## ASSIGNED TASK
Check each line of the material below for "this" and copy those where it appears.
»»
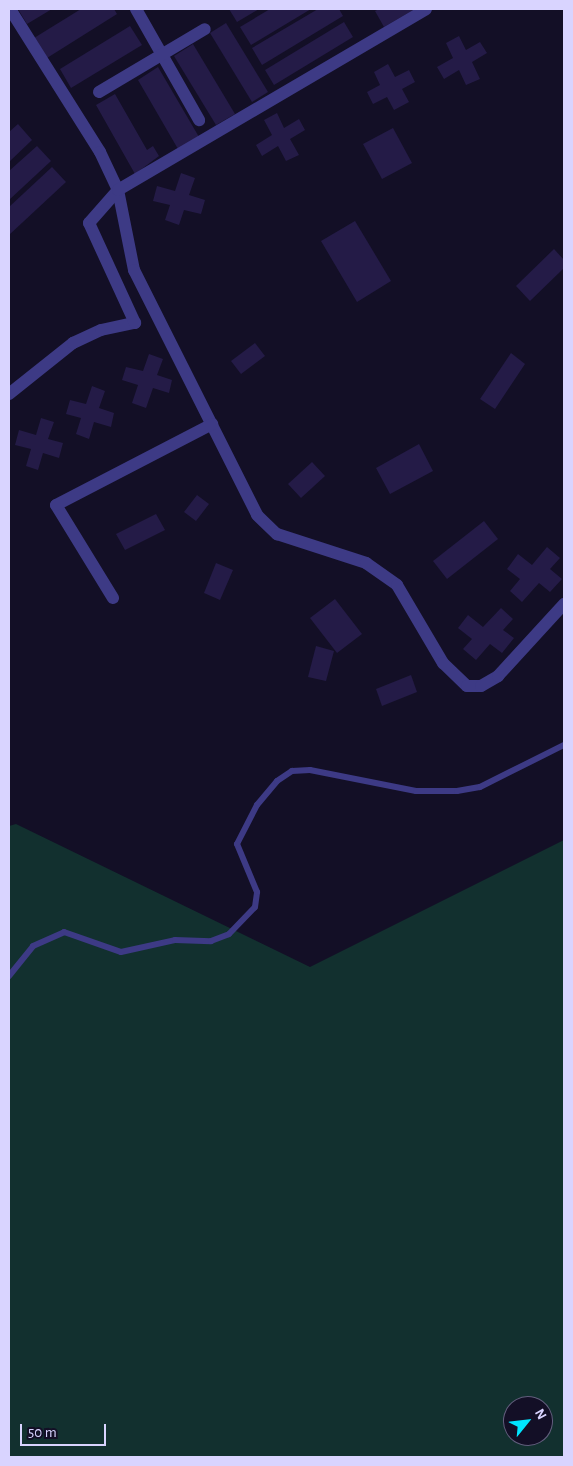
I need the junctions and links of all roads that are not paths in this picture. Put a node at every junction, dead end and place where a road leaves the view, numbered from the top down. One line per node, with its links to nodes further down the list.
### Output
1 (10, 9): 8 (street)
2 (136, 9): 5 (street)
3 (426, 9): 8 (street)
4 (204, 29): 5 (street)
5 (163, 55): 6 (street); 7 (street)
6 (99, 92)
7 (199, 120)
8 (118, 190): 9 (street); 10 (street)
9 (9, 394)
10 (212, 424): 11 (street); 12 (street)
11 (113, 598)
12 (564, 604)
13 (564, 745): 14 (lane)
14 (9, 976)

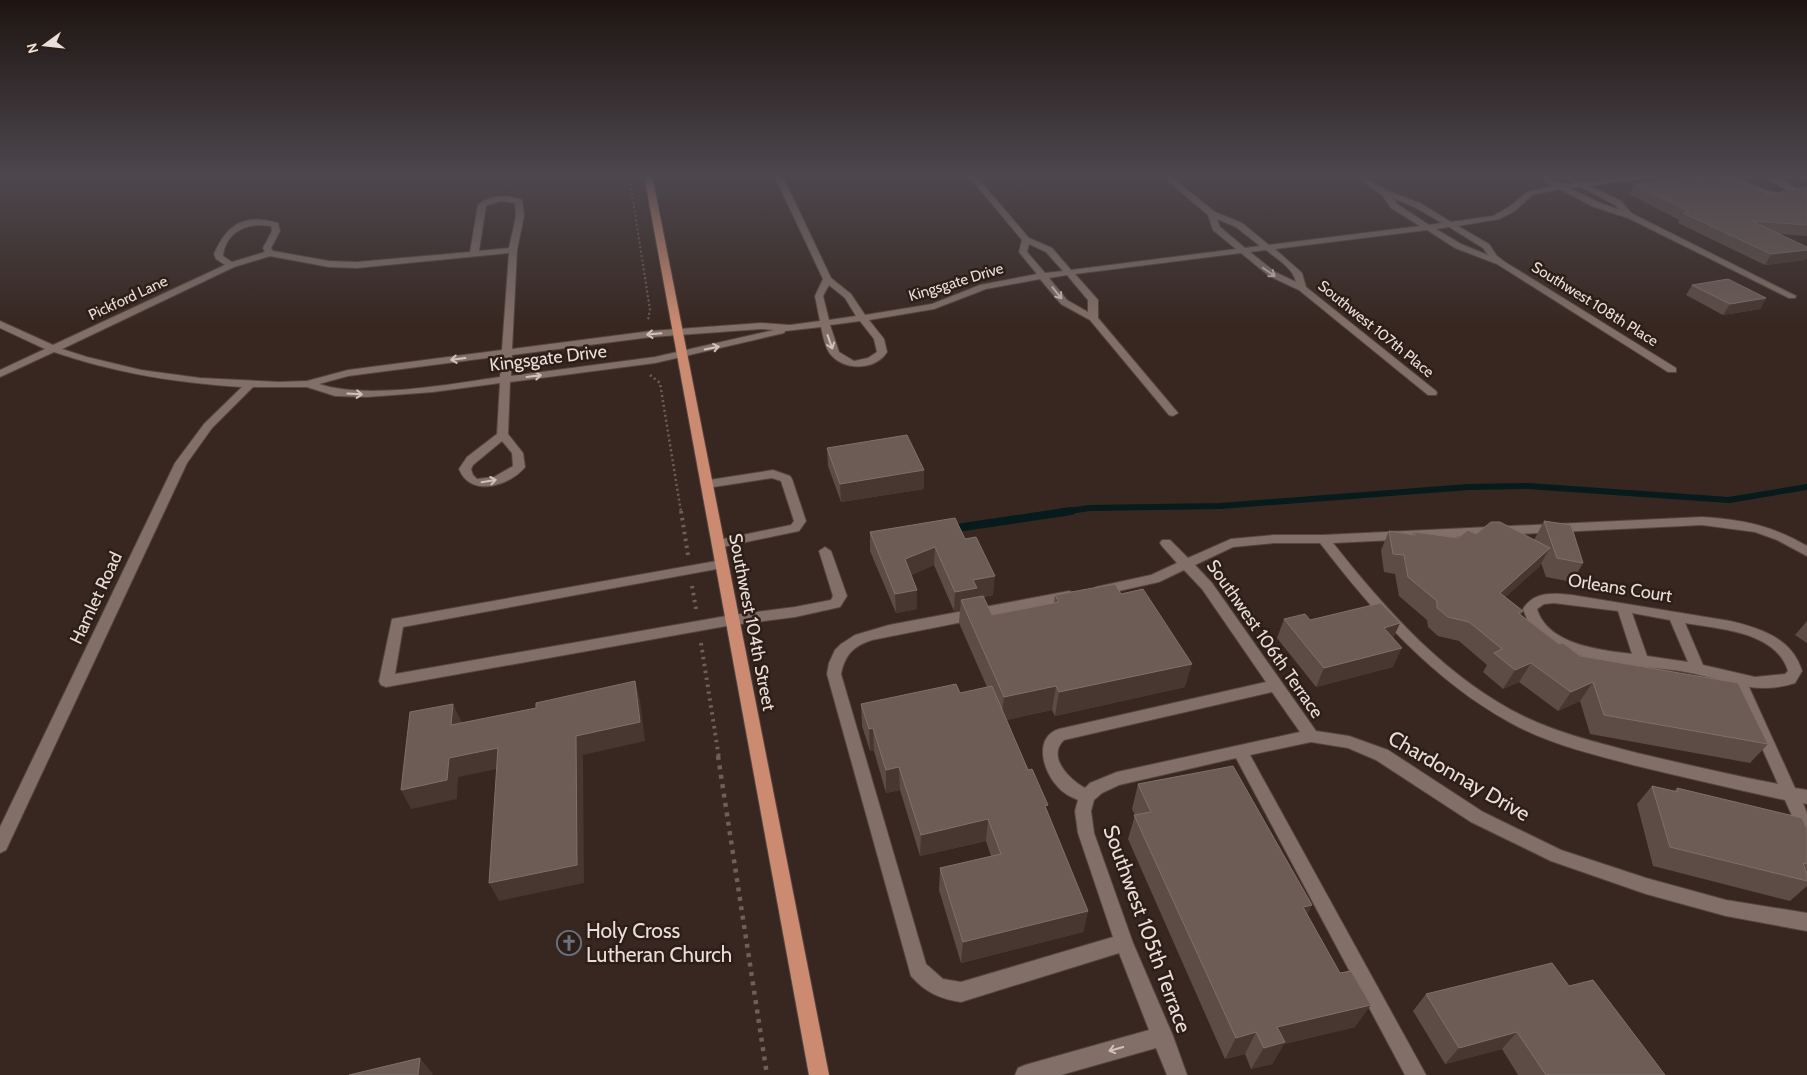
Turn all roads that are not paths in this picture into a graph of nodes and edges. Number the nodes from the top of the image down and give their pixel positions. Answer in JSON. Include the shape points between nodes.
««
## RESPONSE
I need the junctions and links of all roads that are not paths in this picture. Put a node at every junction, dead end and place where a road leaves the view, numbered from the top down. One line per node, with its links to nodes further down the list.
Turn all roads that are not paths in this picture into a graph of nodes and edges. Number the nodes from the top of the image down and give their pixel positions. Answer in JSON. Include the shape points between nodes.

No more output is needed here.